Exercise:
In total, how many lines of the data contain the word "bends"? Only that number is wanted.

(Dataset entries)
Start of Block
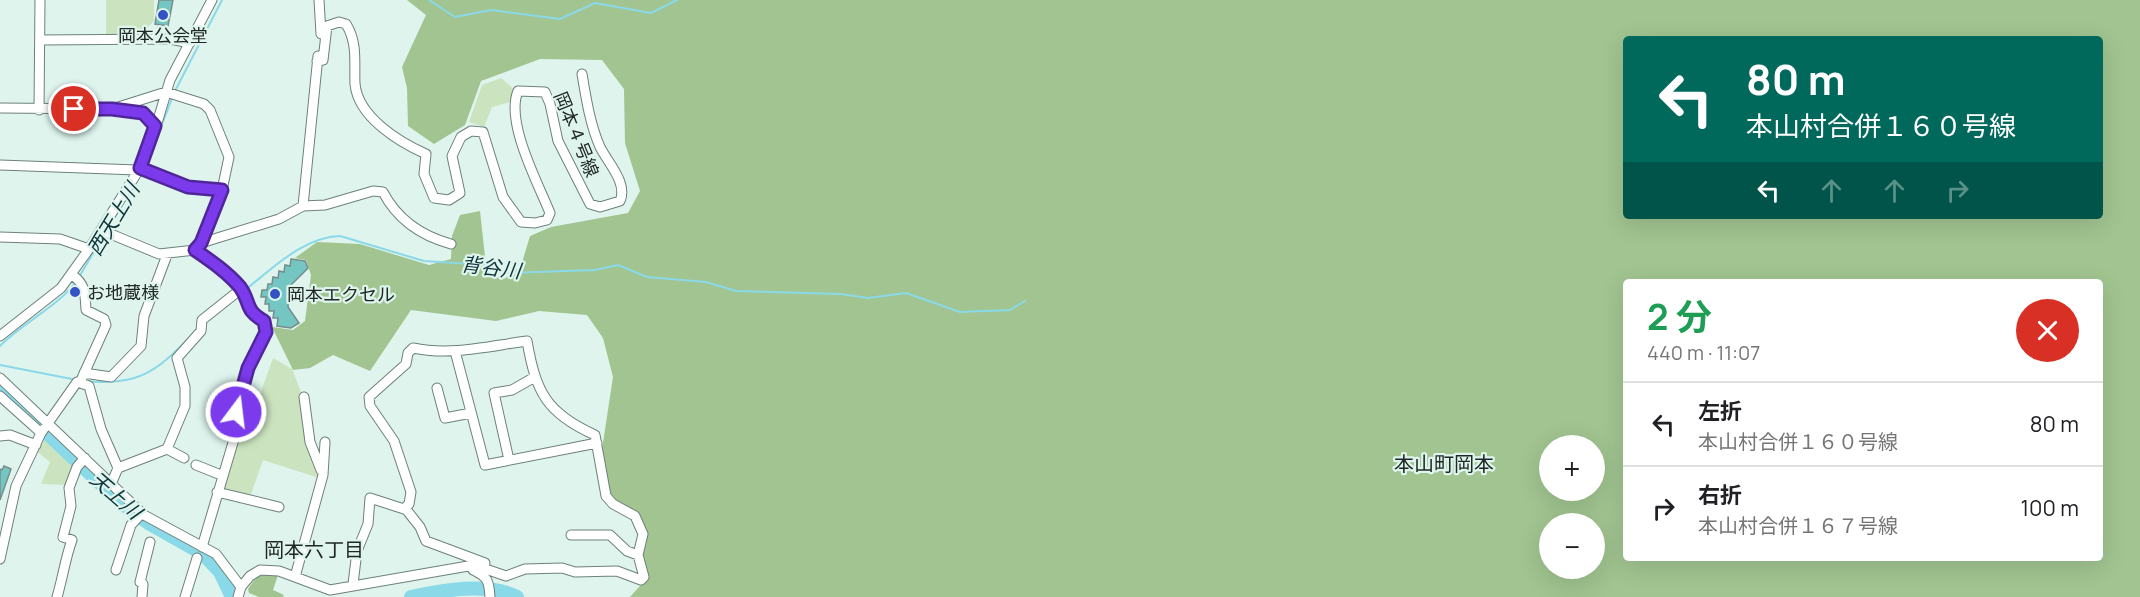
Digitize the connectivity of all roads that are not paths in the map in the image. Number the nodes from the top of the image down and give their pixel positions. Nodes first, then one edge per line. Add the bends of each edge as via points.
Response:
1 (40, 0) edge
2 (212, 0) edge
3 (319, 0) edge
4 (40, 40) junction
5 (190, 43) junction
6 (317, 61) junction
7 (582, 74) dead end
8 (168, 96) junction
9 (0, 108) edge
10 (112, 109) junction
11 (39, 110) junction
12 (143, 113) junction
13 (155, 126) junction
14 (0, 165) edge
15 (142, 170) junction
16 (222, 190) junction
17 (303, 206) junction
18 (105, 232) junction
19 (0, 237) edge
20 (451, 244) dead end
21 (198, 247) junction
22 (89, 249) junction
23 (167, 255) junction
24 (76, 277) junction
25 (243, 293) junction
26 (0, 336) edge
27 (455, 351) junction
28 (84, 373) junction
29 (0, 378) edge
30 (533, 378) junction
31 (80, 383) junction
32 (437, 388) dead end
33 (0, 396) edge
34 (304, 397) dead end
35 (471, 413) junction
36 (48, 423) junction
37 (40, 432) junction
38 (0, 436) edge
39 (325, 442) dead end
40 (597, 443) junction
41 (36, 445) junction
42 (167, 449) junction
43 (85, 458) junction
44 (184, 458) dead end
45 (509, 460) junction
46 (196, 465) dead end
47 (118, 468) junction
48 (221, 475) junction
49 (323, 475) junction
50 (111, 484) junction
51 (217, 492) junction
52 (279, 507) dead end
53 (405, 508) junction
54 (139, 516) junction
55 (571, 535) dead end
56 (150, 542) dead end
57 (202, 547) junction
58 (638, 555) junction
59 (197, 558) dead end
60 (0, 559) edge
61 (474, 566) junction
62 (116, 570) dead end
63 (515, 573) junction
64 (295, 577) junction
65 (353, 584) junction
66 (242, 587) junction
67 (57, 597) edge
68 (141, 597) edge
69 (185, 597) edge
70 (238, 597) edge
71 (490, 597) edge

1 - 4 street
2 - 5 street
3 - 6 street
4 - 5 street via 170,39
4 - 11 street
5 - 8 street via 170,80
6 - 7 street, 岡本４号線 via 323,60 327,26 346,24 354,44 358,98 376,121 426,154 424,174 434,198 449,200 460,194 452,156 461,137 471,131 483,132 503,196 513,214 521,222 535,223 547,220 550,213 528,167 513,103 518,91 545,92 558,141 590,204 600,207 620,201 623,194 597,137
6 - 17 street
8 - 10 street
8 - 12 street
8 - 13 street
8 - 16 street via 204,104 210,110 229,157
9 - 11 street
10 - 11 street
10 - 12 street
12 - 13 street
13 - 15 street
14 - 15 street
15 - 16 street via 188,187
15 - 18 street
16 - 21 street
17 - 20 street via 383,192 391,209 401,217 430,238
17 - 21 street via 279,219
18 - 22 street
18 - 23 street
19 - 22 street via 60,239
21 - 23 street
21 - 25 street
22 - 24 street
23 - 28 street via 144,316 138,350 111,377
24 - 26 street
24 - 28 street via 84,288 86,310 106,324
25 - 42 street via 202,320 201,331 177,358 185,387 185,406
25 - 48 street via 252,315 264,321 266,332 248,368 236,412 237,429
27 - 30 street via 527,341
27 - 35 street
27 - 53 street via 413,348 406,364 369,397 370,406 394,441 411,492
28 - 31 street
29 - 36 street
30 - 40 street via 567,423 595,435
30 - 45 street via 512,390 494,393
31 - 36 street
31 - 47 street via 89,386
32 - 35 street via 445,418
33 - 37 street
34 - 49 street via 310,442
35 - 45 street via 484,464
36 - 37 street
36 - 43 street
37 - 41 street
38 - 41 street via 10,435
39 - 49 street
40 - 45 street
40 - 58 street via 606,496 635,516 643,534
41 - 60 street via 16,486
42 - 44 street
42 - 47 street
43 - 50 street
43 - 67 street via 69,488 71,506 63,537 72,540
46 - 48 street
47 - 50 street
48 - 51 street
49 - 64 street
50 - 54 street
51 - 52 street
51 - 57 street
53 - 63 street via 426,541
53 - 65 street via 370,498 368,524 357,551
54 - 57 street
54 - 62 street via 131,525
55 - 58 street via 610,535 627,551
56 - 68 street via 140,582
57 - 66 street via 216,554
58 - 63 street via 644,577 641,580 617,571 575,572 562,568
59 - 69 street
61 - 63 street via 506,576
61 - 65 street
61 - 71 street via 473,570 490,582
64 - 65 street via 330,590
64 - 66 street via 260,570
66 - 70 street

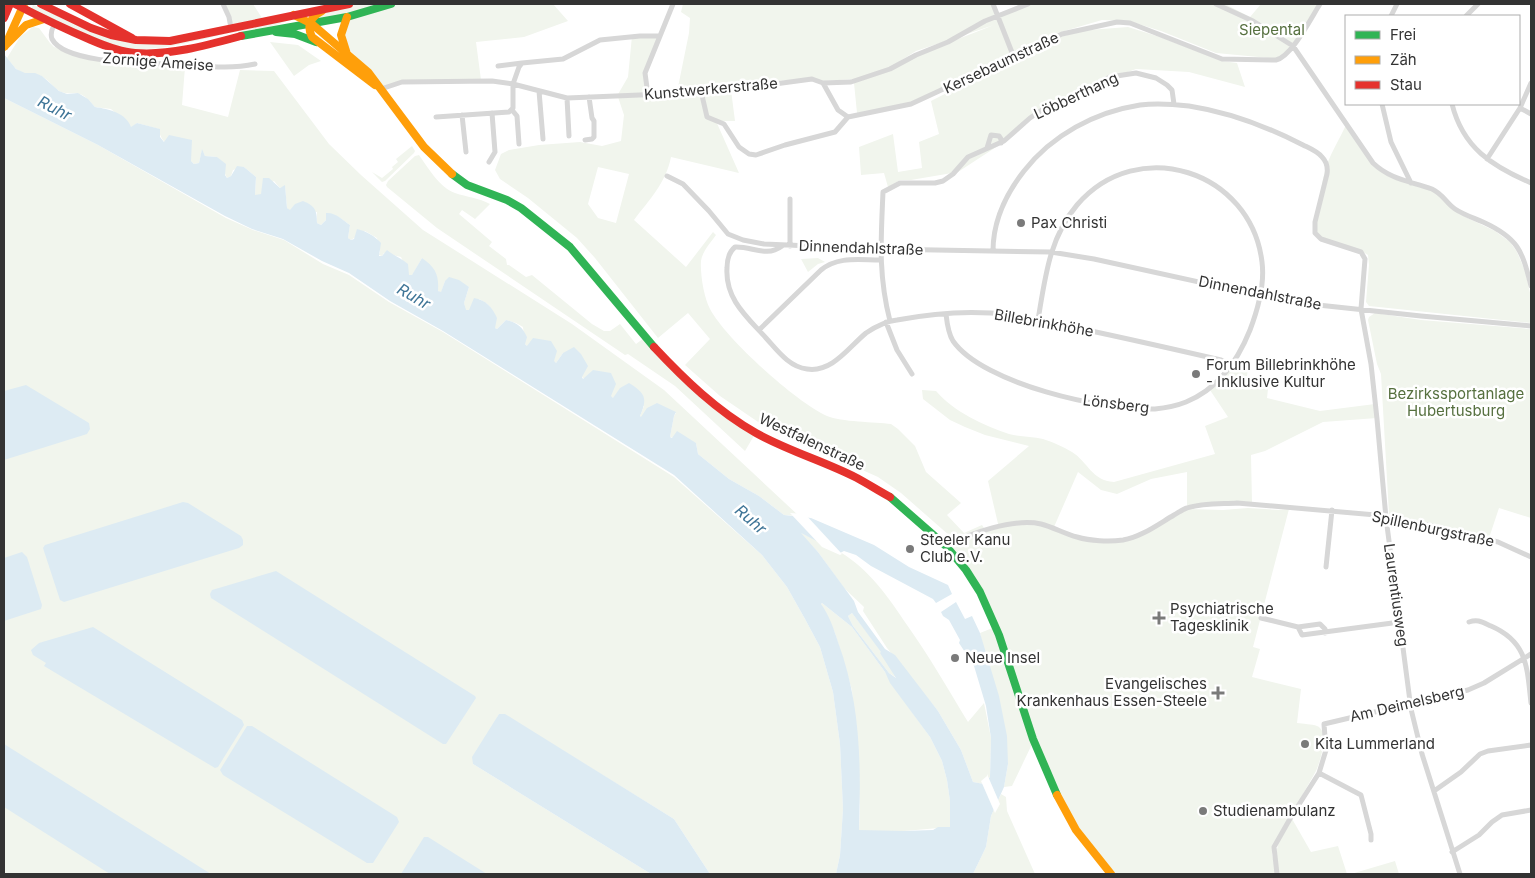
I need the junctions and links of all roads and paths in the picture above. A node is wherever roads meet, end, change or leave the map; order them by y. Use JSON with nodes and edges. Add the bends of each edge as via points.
{"nodes":[{"id":1,"x":10,"y":4,"type":"edge"},
{"id":2,"x":42,"y":4,"type":"edge"},
{"id":3,"x":70,"y":4,"type":"edge"},
{"id":4,"x":223,"y":4,"type":"edge"},
{"id":5,"x":349,"y":4,"type":"edge"},
{"id":6,"x":391,"y":4,"type":"edge"},
{"id":7,"x":673,"y":4,"type":"edge"},
{"id":8,"x":993,"y":4,"type":"edge"},
{"id":9,"x":1028,"y":4,"type":"edge"},
{"id":10,"x":1216,"y":4,"type":"edge"},
{"id":11,"x":1320,"y":4,"type":"edge"},
{"id":12,"x":1478,"y":4,"type":"edge"},
{"id":13,"x":21,"y":5,"type":"edge"},
{"id":14,"x":324,"y":10,"type":"junction"},
{"id":15,"x":1467,"y":15,"type":"edge"},
{"id":16,"x":292,"y":16,"type":"junction"},
{"id":17,"x":347,"y":17,"type":"junction"},
{"id":18,"x":997,"y":17,"type":"junction"},
{"id":19,"x":4,"y":18,"type":"edge"},
{"id":20,"x":44,"y":19,"type":"junction"},
{"id":21,"x":310,"y":23,"type":"junction"},
{"id":22,"x":54,"y":25,"type":"junction"},
{"id":23,"x":234,"y":27,"type":"junction"},
{"id":24,"x":269,"y":31,"type":"junction"},
{"id":25,"x":13,"y":34,"type":"junction"},
{"id":26,"x":659,"y":36,"type":"junction"},
{"id":27,"x":136,"y":40,"type":"junction"},
{"id":28,"x":316,"y":42,"type":"junction"},
{"id":29,"x":1293,"y":46,"type":"junction"},
{"id":30,"x":4,"y":47,"type":"edge"},
{"id":31,"x":347,"y":54,"type":"junction"},
{"id":32,"x":1013,"y":55,"type":"junction"},
{"id":33,"x":522,"y":62,"type":"junction"},
{"id":34,"x":255,"y":64,"type":"dead end"},
{"id":35,"x":498,"y":66,"type":"dead end"},
{"id":36,"x":823,"y":82,"type":"junction"},
{"id":37,"x":1531,"y":83,"type":"edge"},
{"id":38,"x":513,"y":84,"type":"junction"},
{"id":39,"x":381,"y":89,"type":"junction"},
{"id":40,"x":539,"y":91,"type":"junction"},
{"id":41,"x":701,"y":91,"type":"junction"},
{"id":42,"x":648,"y":95,"type":"junction"},
{"id":43,"x":589,"y":97,"type":"junction"},
{"id":44,"x":566,"y":98,"type":"junction"},
{"id":45,"x":1174,"y":104,"type":"junction"},
{"id":46,"x":1382,"y":105,"type":"edge"},
{"id":47,"x":1452,"y":105,"type":"edge"},
{"id":48,"x":1520,"y":108,"type":"junction"},
{"id":49,"x":512,"y":110,"type":"junction"},
{"id":50,"x":492,"y":112,"type":"junction"},
{"id":51,"x":1531,"y":114,"type":"edge"},
{"id":52,"x":462,"y":115,"type":"junction"},
{"id":53,"x":436,"y":116,"type":"dead end"},
{"id":54,"x":848,"y":117,"type":"junction"},
{"id":55,"x":569,"y":136,"type":"dead end"},
{"id":56,"x":543,"y":139,"type":"dead end"},
{"id":57,"x":586,"y":140,"type":"dead end"},
{"id":58,"x":1001,"y":143,"type":"junction"},
{"id":59,"x":519,"y":144,"type":"dead end"},
{"id":60,"x":987,"y":148,"type":"junction"},
{"id":61,"x":466,"y":152,"type":"dead end"},
{"id":62,"x":1487,"y":159,"type":"junction"},
{"id":63,"x":489,"y":162,"type":"dead end"},
{"id":64,"x":667,"y":176,"type":"dead end"},
{"id":65,"x":1411,"y":183,"type":"junction"},
{"id":66,"x":1531,"y":183,"type":"edge"},
{"id":67,"x":790,"y":199,"type":"dead end"},
{"id":68,"x":782,"y":245,"type":"junction"},
{"id":69,"x":790,"y":246,"type":"junction"},
{"id":70,"x":881,"y":249,"type":"junction"},
{"id":71,"x":992,"y":251,"type":"junction"},
{"id":72,"x":1051,"y":252,"type":"junction"},
{"id":73,"x":880,"y":260,"type":"junction"},
{"id":74,"x":1531,"y":286,"type":"edge"},
{"id":75,"x":1260,"y":295,"type":"junction"},
{"id":76,"x":1361,"y":310,"type":"junction"},
{"id":77,"x":946,"y":314,"type":"junction"},
{"id":78,"x":1038,"y":320,"type":"junction"},
{"id":79,"x":888,"y":322,"type":"junction"},
{"id":80,"x":1531,"y":326,"type":"edge"},
{"id":81,"x":759,"y":330,"type":"junction"},
{"id":82,"x":1231,"y":365,"type":"junction"},
{"id":83,"x":912,"y":374,"type":"dead end"},
{"id":84,"x":1332,"y":510,"type":"junction"},
{"id":85,"x":1386,"y":518,"type":"junction"},
{"id":86,"x":946,"y":546,"type":"junction"},
{"id":87,"x":1531,"y":557,"type":"edge"},
{"id":88,"x":1326,"y":567,"type":"dead end"},
{"id":89,"x":1262,"y":618,"type":"dead end"},
{"id":90,"x":1400,"y":622,"type":"junction"},
{"id":91,"x":1469,"y":622,"type":"dead end"},
{"id":92,"x":1298,"y":627,"type":"junction"},
{"id":93,"x":1325,"y":633,"type":"junction"},
{"id":94,"x":1531,"y":654,"type":"edge"},
{"id":95,"x":1525,"y":658,"type":"junction"},
{"id":96,"x":1531,"y":703,"type":"edge"},
{"id":97,"x":1411,"y":704,"type":"junction"},
{"id":98,"x":1531,"y":745,"type":"edge"},
{"id":99,"x":1319,"y":773,"type":"junction"},
{"id":100,"x":1434,"y":791,"type":"junction"},
{"id":101,"x":1531,"y":810,"type":"edge"},
{"id":102,"x":1371,"y":840,"type":"dead end"},
{"id":103,"x":1452,"y":852,"type":"junction"},
{"id":104,"x":1111,"y":874,"type":"edge"},
{"id":105,"x":1276,"y":874,"type":"edge"},
{"id":106,"x":1460,"y":874,"type":"edge"}],
"edges":[{"from":1,"to":19,"type":"main road"},
{"from":2,"to":27,"type":"main road","via":[[91,28]]},
{"from":3,"to":27,"type":"main road"},
{"from":4,"to":23,"type":"street"},
{"from":5,"to":14,"type":"main road"},
{"from":6,"to":17,"type":"main road"},
{"from":7,"to":26,"type":"street"},
{"from":8,"to":18,"type":"street"},
{"from":9,"to":18,"type":"street","name":"Kunstwerkerstraße"},
{"from":10,"to":29,"type":"street","via":[[1253,21]]},
{"from":11,"to":29,"type":"street"},
{"from":12,"to":15,"type":"street"},
{"from":13,"to":20,"type":"main road"},
{"from":13,"to":25,"type":"main road"},
{"from":14,"to":16,"type":"main road"},
{"from":14,"to":21,"type":"main road"},
{"from":16,"to":21,"type":"main road","name":"Westfalenstraße"},
{"from":16,"to":23,"type":"main road"},
{"from":17,"to":21,"type":"main road"},
{"from":17,"to":31,"type":"main road","via":[[340,38]]},
{"from":18,"to":32,"type":"street"},
{"from":18,"to":36,"type":"street","name":"Kunstwerkerstraße","via":[[873,76],[856,81]]},
{"from":20,"to":22,"type":"main road"},
{"from":20,"to":25,"type":"main road","via":[[26,24]]},
{"from":21,"to":24,"type":"main road"},
{"from":21,"to":28,"type":"main road","via":[[308,31]]},
{"from":21,"to":31,"type":"main road","name":"Westfalenstraße"},
{"from":22,"to":24,"type":"main road","via":[[111,48],[135,53],[202,46]]},
{"from":22,"to":34,"type":"street","name":"Zornige Ameise","via":[[51,36],[58,45],[78,54],[106,60],[232,68]]},
{"from":23,"to":27,"type":"main road","via":[[170,41]]},
{"from":24,"to":28,"type":"main road","name":"Westfalenstraße","via":[[296,34]]},
{"from":25,"to":30,"type":"main road"},
{"from":26,"to":33,"type":"street","via":[[608,38],[563,59]]},
{"from":26,"to":42,"type":"street","via":[[645,73]]},
{"from":28,"to":39,"type":"main road","name":"Westfalenstraße"},
{"from":29,"to":32,"type":"street","name":"Kersebaumstraße","via":[[1285,56],[1276,60],[1229,60],[1141,27],[1117,22],[1062,34]]},
{"from":29,"to":65,"type":"street","via":[[1373,163],[1391,176]]},
{"from":31,"to":39,"type":"main road","name":"Westfalenstraße","via":[[368,72]]},
{"from":32,"to":54,"type":"street","name":"Kersebaumstraße","via":[[911,104]]},
{"from":33,"to":35,"type":"street"},
{"from":33,"to":38,"type":"street"},
{"from":36,"to":41,"type":"street","name":"Kunstwerkerstraße","via":[[812,79]]},
{"from":36,"to":54,"type":"street","via":[[838,110]]},
{"from":37,"to":48,"type":"street"},
{"from":38,"to":39,"type":"street","name":"Kunstwerkerstraße","via":[[402,82]]},
{"from":38,"to":40,"type":"street","name":"Kunstwerkerstraße"},
{"from":38,"to":49,"type":"street"},
{"from":39,"to":86,"type":"main road","name":"Westfalenstraße","via":[[421,142],[450,173],[467,185],[522,208],[570,247],[650,344],[683,378],[725,412],[777,444],[876,489]]},
{"from":40,"to":44,"type":"street","name":"Kunstwerkerstraße"},
{"from":40,"to":56,"type":"street"},
{"from":41,"to":42,"type":"street","name":"Kunstwerkerstraße"},
{"from":41,"to":54,"type":"street","via":[[707,117],[724,124],[749,154],[756,155],[835,132]]},
{"from":42,"to":43,"type":"street","name":"Kunstwerkerstraße"},
{"from":43,"to":44,"type":"street","name":"Kunstwerkerstraße"},
{"from":43,"to":57,"type":"street","via":[[594,137]]},
{"from":44,"to":55,"type":"street"},
{"from":45,"to":58,"type":"street","name":"Löbberthang","via":[[1172,90],[1156,78],[1136,74],[1110,77],[1045,108],[1022,123]]},
{"from":45,"to":71,"type":"street","via":[[1142,105],[1102,115],[1075,127],[1049,146],[1029,164],[1010,192],[998,220]]},
{"from":45,"to":76,"type":"street","name":"Laurentiusweg","via":[[1236,118],[1320,155],[1328,170],[1315,233],[1321,239],[1364,255]]},
{"from":46,"to":65,"type":"street","via":[[1391,142]]},
{"from":47,"to":62,"type":"street","via":[[1462,130]]},
{"from":48,"to":51,"type":"street"},
{"from":48,"to":62,"type":"street"},
{"from":49,"to":50,"type":"street"},
{"from":49,"to":59,"type":"street","via":[[517,116]]},
{"from":50,"to":52,"type":"street"},
{"from":50,"to":63,"type":"street","via":[[495,152]]},
{"from":52,"to":53,"type":"street"},
{"from":52,"to":61,"type":"street"},
{"from":58,"to":60,"type":"street","name":"Löbberthang"},
{"from":58,"to":60,"type":"street","name":"Löbberthang","via":[[1002,138],[991,135]]},
{"from":60,"to":70,"type":"street","name":"Löbberthang","via":[[968,157],[943,181],[900,183],[884,192]]},
{"from":62,"to":66,"type":"street"},
{"from":64,"to":68,"type":"street","name":"Dinnendahlstraße","via":[[683,184],[728,234]]},
{"from":65,"to":74,"type":"street","via":[[1436,191],[1456,210],[1506,234],[1520,250]]},
{"from":67,"to":69,"type":"street","name":"Dinnendahlstraße"},
{"from":68,"to":69,"type":"street","name":"Dinnendahlstraße"},
{"from":68,"to":81,"type":"street","name":"Billebrinkhöhe","via":[[769,252],[735,247],[728,259],[730,292],[738,308]]},
{"from":69,"to":70,"type":"street","name":"Dinnendahlstraße"},
{"from":70,"to":71,"type":"street","name":"Dinnendahlstraße"},
{"from":70,"to":73,"type":"street","name":"Löbberthang"},
{"from":71,"to":72,"type":"street","name":"Dinnendahlstraße"},
{"from":72,"to":75,"type":"street","name":"Dinnendahlstraße","via":[[1094,258]]},
{"from":72,"to":75,"type":"street","name":"Lönsberg","via":[[1072,211],[1101,185],[1137,170],[1177,170],[1217,186],[1248,218],[1262,256]]},
{"from":72,"to":78,"type":"street"},
{"from":73,"to":79,"type":"street","name":"Löbberthang"},
{"from":73,"to":81,"type":"street","via":[[842,260],[830,264]]},
{"from":75,"to":76,"type":"street","name":"Dinnendahlstraße","via":[[1296,303]]},
{"from":75,"to":82,"type":"street","name":"Lönsberg","via":[[1247,336]]},
{"from":76,"to":80,"type":"street","name":"Dinnendahlstraße"},
{"from":76,"to":85,"type":"street","name":"Laurentiusweg","via":[[1371,364]]},
{"from":77,"to":78,"type":"street","name":"Billebrinkhöhe","via":[[990,313]]},
{"from":77,"to":79,"type":"street","name":"Billebrinkhöhe"},
{"from":77,"to":82,"type":"street","name":"Lönsberg","via":[[952,340],[979,364],[1036,388],[1088,402],[1146,409],[1166,408],[1206,391]]},
{"from":78,"to":82,"type":"street","name":"Billebrinkhöhe"},
{"from":79,"to":81,"type":"street","name":"Billebrinkhöhe","via":[[866,333],[827,366],[813,369],[800,368],[787,360]]},
{"from":79,"to":83,"type":"street","name":"Löbberthang","via":[[898,350]]},
{"from":84,"to":85,"type":"street","name":"Spillenburgstraße"},
{"from":84,"to":86,"type":"street","name":"Spillenburgstraße","via":[[1215,504],[1187,508],[1138,536],[1114,541],[1079,538],[1030,522],[981,532]]},
{"from":84,"to":88,"type":"street"},
{"from":85,"to":87,"type":"street","name":"Spillenburgstraße","via":[[1498,542]]},
{"from":85,"to":90,"type":"street","name":"Laurentiusweg"},
{"from":86,"to":104,"type":"main road","name":"Westfalenstraße","via":[[966,570],[989,610],[1054,791],[1080,836]]},
{"from":89,"to":92,"type":"street"},
{"from":90,"to":93,"type":"street"},
{"from":90,"to":97,"type":"street","name":"Laurentiusweg"},
{"from":91,"to":95,"type":"street","via":[[1477,620],[1504,631]]},
{"from":92,"to":93,"type":"street","via":[[1302,635]]},
{"from":92,"to":93,"type":"street","via":[[1320,624]]},
{"from":94,"to":95,"type":"street","name":"Am Deimelsberg"},
{"from":95,"to":96,"type":"street"},
{"from":95,"to":97,"type":"street","name":"Am Deimelsberg","via":[[1476,687]]},
{"from":97,"to":99,"type":"street","name":"Am Deimelsberg","via":[[1324,724],[1326,750]]},
{"from":97,"to":100,"type":"street","name":"Laurentiusweg"},
{"from":98,"to":100,"type":"street","via":[[1488,750]]},
{"from":99,"to":102,"type":"street","via":[[1361,795]]},
{"from":99,"to":105,"type":"street","name":"Am Deimelsberg","via":[[1274,847]]},
{"from":100,"to":103,"type":"street","name":"Laurentiusweg"},
{"from":101,"to":103,"type":"street","via":[[1502,815]]},
{"from":103,"to":106,"type":"street","name":"Laurentiusweg"}]}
End of Block
Written answer:
2